La Fiorentina nasce per raggiungere un grande obiettivo: portare la squadra di Firenze a sfidare i giganti del football. L’ambizione a lottare contro i più forti, è questo il primo importante concetto da capire della nostra storia.

Vengono fuse le sezioni calcio delle Palestra Ginnastica Fiorentina Libertas e del Club Sportivo nella costituenda Associazione Fiorentina del Calcio – questo il nome iniziale che, nell’ottobre del 1944 al momento della ricostituzione della società dopo la Liberazione, diventerà Associazione Calcio Fiorentina.

La maglia non può essere che bianco-rossa. Questi sono i colori della città; bianche erano le maglie del Club e rosse quelle della Libertas. Il giglio rosso non può mancare. Lo stadio sarà quello della Libertas, in via Bellini, ma già si parla di costruirne uno nuovo. Anche il titolo sportivo viene ereditato dalla Libertas e consente la partecipazione al campionato di Prima Divisione, il 2° livello del calcio italiano dell’epoca. Le vincitrici dei gironi di Prima Divisione vengono promosse in Divisione Nazionale. La Fiorentina, per due anni, non riesce a vincere il proprio girone; ciò nonostante è ammessa, nel 1928-29, al campionato di “assestamento”, organizzato in due gironi nazionali: dopo numerose modifiche si stabilì che le prime nove di ogni girone costituiranno la serie A, le altre sette la serie B, assieme a quattro neo promosse dalla Prima Divisione.

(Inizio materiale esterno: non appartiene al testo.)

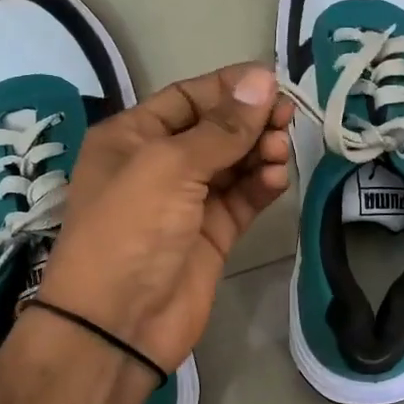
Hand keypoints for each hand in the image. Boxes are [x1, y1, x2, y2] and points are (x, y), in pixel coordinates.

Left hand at [33, 64, 291, 376]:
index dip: (229, 87)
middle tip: (286, 118)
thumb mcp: (170, 166)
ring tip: (279, 152)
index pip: (187, 97)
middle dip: (250, 121)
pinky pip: (243, 198)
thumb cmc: (131, 230)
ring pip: (234, 162)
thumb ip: (222, 127)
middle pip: (215, 128)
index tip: (273, 82)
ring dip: (259, 152)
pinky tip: (278, 179)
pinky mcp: (212, 233)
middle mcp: (159, 164)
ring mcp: (188, 201)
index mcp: (132, 136)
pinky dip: (262, 185)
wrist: (118, 324)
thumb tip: (263, 80)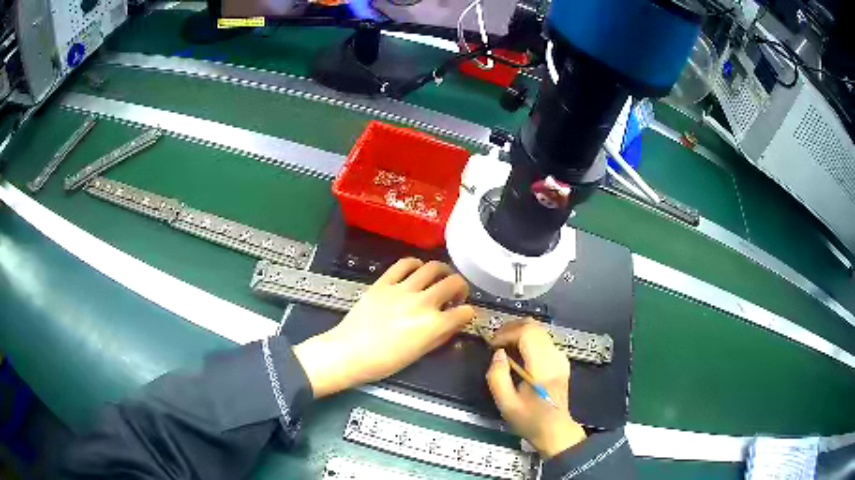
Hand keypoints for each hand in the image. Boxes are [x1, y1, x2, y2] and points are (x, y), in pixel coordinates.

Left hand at [293, 259, 474, 397]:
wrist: (349, 352)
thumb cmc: (384, 362)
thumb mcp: (419, 354)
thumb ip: (440, 336)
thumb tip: (452, 324)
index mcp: (433, 325)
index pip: (465, 312)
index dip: (468, 314)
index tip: (462, 315)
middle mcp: (422, 303)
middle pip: (454, 282)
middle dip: (461, 288)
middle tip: (455, 295)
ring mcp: (402, 289)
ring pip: (433, 267)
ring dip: (442, 271)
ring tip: (439, 279)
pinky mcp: (384, 282)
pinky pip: (404, 264)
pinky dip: (415, 264)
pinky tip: (416, 271)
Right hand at [486, 321, 586, 458]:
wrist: (555, 430)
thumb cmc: (530, 420)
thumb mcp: (506, 404)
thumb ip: (497, 377)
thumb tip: (498, 354)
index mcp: (543, 368)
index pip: (527, 333)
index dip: (507, 333)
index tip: (492, 345)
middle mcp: (555, 357)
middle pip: (534, 326)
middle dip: (511, 328)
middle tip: (494, 341)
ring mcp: (560, 357)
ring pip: (539, 330)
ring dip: (518, 332)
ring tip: (502, 346)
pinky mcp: (560, 360)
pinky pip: (542, 339)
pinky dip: (526, 339)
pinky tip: (516, 353)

La Fiorentina arrivò ultima nel proprio girone, mostrandosi non in grado di competere. Pagava l’inesperienza, il passato calcisticamente artigianale dei propri dirigenti, le tante teste che popolavano il club dopo la fusione tra i due sodalizi cittadini.

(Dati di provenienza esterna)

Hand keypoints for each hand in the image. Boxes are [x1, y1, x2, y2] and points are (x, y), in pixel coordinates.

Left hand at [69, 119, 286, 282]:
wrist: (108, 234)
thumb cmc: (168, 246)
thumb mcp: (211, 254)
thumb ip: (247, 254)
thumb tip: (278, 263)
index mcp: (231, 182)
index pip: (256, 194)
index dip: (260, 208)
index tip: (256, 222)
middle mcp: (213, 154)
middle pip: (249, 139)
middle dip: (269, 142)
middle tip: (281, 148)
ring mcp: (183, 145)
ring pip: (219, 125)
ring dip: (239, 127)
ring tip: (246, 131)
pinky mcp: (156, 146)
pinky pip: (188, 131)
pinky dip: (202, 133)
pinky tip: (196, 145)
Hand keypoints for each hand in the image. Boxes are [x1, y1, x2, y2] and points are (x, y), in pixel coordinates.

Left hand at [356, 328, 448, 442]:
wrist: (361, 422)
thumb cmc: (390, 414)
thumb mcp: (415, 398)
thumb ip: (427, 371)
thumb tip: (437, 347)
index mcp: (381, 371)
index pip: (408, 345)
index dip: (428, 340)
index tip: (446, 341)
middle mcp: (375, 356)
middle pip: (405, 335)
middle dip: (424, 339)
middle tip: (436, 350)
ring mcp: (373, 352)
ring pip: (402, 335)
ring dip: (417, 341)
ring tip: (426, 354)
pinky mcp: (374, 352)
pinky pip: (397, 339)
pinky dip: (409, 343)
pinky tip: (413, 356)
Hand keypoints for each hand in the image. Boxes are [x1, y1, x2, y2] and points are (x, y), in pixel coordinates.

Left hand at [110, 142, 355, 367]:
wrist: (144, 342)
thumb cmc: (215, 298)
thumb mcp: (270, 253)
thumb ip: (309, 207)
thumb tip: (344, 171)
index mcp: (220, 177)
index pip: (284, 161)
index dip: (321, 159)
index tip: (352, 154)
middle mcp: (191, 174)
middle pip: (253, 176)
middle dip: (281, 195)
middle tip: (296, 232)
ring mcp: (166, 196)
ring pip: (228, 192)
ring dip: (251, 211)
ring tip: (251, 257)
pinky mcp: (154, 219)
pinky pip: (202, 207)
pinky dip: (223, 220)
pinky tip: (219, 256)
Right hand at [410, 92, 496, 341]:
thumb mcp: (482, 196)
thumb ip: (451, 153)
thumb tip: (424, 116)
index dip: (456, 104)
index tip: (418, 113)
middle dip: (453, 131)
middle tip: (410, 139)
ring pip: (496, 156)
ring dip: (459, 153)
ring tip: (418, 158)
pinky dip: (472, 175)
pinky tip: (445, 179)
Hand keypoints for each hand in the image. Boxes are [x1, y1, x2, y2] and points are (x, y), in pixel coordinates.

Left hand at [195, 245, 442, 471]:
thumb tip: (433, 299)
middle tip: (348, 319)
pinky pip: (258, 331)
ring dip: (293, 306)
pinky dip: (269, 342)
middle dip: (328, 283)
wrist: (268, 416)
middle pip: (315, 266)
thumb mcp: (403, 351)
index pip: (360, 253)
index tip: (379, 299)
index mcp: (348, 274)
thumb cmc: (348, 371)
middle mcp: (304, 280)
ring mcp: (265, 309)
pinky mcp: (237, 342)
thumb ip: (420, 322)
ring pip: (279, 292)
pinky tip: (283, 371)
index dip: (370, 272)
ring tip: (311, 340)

Il marchese Luigi Ridolfi aveva voluto fortemente la nascita della Fiorentina e ne era stato, obbligatoriamente, anche per il suo ruolo politico nel fascismo fiorentino, il primo presidente. Ridolfi era diventato Commissario Straordinario della Fiorentina all’inizio del 1928, dopo un tentativo di illecito sportivo che aveva coinvolto alcuni dirigenti della società biancorossa (Savoia-Fiorentina disputata a Torre Annunziata l’11 dicembre 1927).

Alla fine del disastroso campionato 1928-29 Ridolfi aveva assunto su di se tutte le responsabilità di gestione della società. Si era convinto che unendo due debolezze non fosse possibile costruire una forza. La fusione tra Libertas e Club Sportivo non poteva regalare niente di diverso dai deludenti risultati che avevano caratterizzato i due sodalizi e che avevano segnato i primissimi anni della Fiorentina. Bisognava costruire un’altra storia, con un’identità precisa, con l’adozione di un nuovo colore sociale (il viola, nel settembre 1929) e una linea di comando snella e precisa, affidata a lui che sceglieva direttamente i suoi collaboratori.

È il passaggio fondamentale della nostra storia. La comprensione della necessità di un nuovo inizio. Allestire una squadra competitiva, una nuova identità, un proprio colore, inconfondibile: il viola. Mantenendo il giglio rosso sul petto.

Comincia qui, nei fatti, la storia che ha portato la Fiorentina ad essere una delle maggiori protagoniste della serie A e … del calcio europeo. Nel campionato 1929-30 la Fiorentina costruì finalmente una propria intelaiatura di squadra ed arrivò quarta in serie B. L’anno successivo, in linea con il programma stabilito, vinse il torneo e conquistò la serie A.

Ridolfi sostenne un’imponente campagna acquisti per rendere competitiva la squadra anche nel massimo campionato. Arrivarono Giuseppe Bigogno, Antonio Bonesini, Antonio Busini, Lorenzo Gazzari, il nazionale Alfredo Pitto, Gastone Prendato e i due uruguayani l’“artillero” Pedro Petrone, campione olimpionico e del mondo, e il difensore Guido Laino – che tornò a Montevideo già nel gennaio 1932. Petrone, tanto per provare a rendere l’idea, oggi sarebbe definito un’icona globale del football. E in campo non tradì, diventando, con il bolognese Schiavio, capocannoniere del campionato 1931-32. La squadra venne affidata ad un grande allenatore: Hermann Felsner, già vincitore di due scudetti con il Bologna.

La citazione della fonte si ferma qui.